(Collected data entries)

* * * *

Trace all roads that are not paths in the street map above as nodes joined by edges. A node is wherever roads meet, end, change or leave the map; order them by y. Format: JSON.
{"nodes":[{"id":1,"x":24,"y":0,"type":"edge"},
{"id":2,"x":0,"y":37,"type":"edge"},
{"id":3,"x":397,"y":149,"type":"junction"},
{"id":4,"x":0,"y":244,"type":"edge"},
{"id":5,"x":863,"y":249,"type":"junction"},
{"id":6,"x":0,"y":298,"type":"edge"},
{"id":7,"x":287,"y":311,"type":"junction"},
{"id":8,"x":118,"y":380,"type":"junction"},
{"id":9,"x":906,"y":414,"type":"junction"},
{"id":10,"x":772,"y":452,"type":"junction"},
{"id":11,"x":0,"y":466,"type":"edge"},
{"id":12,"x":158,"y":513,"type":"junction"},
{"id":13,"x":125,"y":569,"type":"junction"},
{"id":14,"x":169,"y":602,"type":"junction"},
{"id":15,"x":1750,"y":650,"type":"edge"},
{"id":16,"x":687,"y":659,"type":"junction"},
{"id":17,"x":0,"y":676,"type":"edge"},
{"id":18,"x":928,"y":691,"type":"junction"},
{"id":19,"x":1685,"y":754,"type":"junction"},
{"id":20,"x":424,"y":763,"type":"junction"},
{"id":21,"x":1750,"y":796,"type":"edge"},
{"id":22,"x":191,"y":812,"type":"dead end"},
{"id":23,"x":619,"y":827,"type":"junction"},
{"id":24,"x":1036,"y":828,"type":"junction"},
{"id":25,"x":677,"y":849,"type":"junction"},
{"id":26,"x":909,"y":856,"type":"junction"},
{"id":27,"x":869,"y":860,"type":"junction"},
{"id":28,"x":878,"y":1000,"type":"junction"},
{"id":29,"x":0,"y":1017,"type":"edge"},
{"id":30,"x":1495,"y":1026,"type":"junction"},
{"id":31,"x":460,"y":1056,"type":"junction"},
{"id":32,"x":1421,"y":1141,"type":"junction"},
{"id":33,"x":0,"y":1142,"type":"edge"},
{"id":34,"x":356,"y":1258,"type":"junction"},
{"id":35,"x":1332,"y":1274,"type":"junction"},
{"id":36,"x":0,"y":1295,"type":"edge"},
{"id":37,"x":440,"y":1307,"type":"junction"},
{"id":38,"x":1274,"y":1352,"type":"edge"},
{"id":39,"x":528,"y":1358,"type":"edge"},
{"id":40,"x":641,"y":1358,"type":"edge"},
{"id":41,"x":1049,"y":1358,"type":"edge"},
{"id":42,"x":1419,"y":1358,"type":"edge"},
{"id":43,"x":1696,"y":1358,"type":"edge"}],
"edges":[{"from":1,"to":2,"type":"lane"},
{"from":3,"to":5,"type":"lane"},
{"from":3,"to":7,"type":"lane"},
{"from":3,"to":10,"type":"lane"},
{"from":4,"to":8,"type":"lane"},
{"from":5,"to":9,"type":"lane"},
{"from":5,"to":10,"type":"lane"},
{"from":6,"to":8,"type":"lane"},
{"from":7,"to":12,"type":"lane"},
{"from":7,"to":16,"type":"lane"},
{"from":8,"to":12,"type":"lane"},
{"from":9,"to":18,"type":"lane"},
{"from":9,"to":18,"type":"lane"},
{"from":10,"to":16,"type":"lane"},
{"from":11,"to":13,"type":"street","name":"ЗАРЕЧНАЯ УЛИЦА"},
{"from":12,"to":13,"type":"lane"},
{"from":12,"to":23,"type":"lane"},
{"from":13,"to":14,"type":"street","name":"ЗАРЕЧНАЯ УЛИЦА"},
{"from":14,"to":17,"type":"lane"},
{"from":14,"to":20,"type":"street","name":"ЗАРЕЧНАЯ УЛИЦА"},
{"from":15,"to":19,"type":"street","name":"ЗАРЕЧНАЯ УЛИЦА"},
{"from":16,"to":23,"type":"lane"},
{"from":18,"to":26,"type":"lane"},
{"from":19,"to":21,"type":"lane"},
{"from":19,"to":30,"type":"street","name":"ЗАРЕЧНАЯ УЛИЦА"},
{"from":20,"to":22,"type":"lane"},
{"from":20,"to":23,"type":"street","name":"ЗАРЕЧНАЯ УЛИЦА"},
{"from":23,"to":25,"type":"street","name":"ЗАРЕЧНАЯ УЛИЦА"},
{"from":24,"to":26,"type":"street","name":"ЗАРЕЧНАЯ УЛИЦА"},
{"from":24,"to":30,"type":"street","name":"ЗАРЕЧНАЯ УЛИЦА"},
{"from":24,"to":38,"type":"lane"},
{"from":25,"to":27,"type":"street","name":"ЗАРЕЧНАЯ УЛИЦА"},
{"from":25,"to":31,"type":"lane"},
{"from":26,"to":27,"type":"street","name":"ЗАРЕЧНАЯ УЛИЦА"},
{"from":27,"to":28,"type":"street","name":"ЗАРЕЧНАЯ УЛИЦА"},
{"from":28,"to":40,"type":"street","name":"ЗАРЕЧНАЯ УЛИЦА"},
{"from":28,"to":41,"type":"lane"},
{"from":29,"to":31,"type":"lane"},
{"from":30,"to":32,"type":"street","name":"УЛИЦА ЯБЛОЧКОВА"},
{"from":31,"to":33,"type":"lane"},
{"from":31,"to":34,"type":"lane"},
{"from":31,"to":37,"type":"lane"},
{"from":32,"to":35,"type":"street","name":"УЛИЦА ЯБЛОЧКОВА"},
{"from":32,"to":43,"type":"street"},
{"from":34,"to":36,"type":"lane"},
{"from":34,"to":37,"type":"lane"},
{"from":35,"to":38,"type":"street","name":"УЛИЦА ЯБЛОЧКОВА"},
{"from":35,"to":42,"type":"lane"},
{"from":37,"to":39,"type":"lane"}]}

* * * *

▸ **Work request**:
Please show the lines in the entries above that hold the string "ЯБЛОЧКОВА".

▸ **Reply**:
{"from":30,"to":32,"type":"street","name":"УЛИЦА ЯБЛОЧКОВА"},
{"from":32,"to":35,"type":"street","name":"УЛИЦА ЯБЛОЧКОВА"},
{"from":35,"to":38,"type":"street","name":"УЛИЦА ЯБЛОЧКОВА"},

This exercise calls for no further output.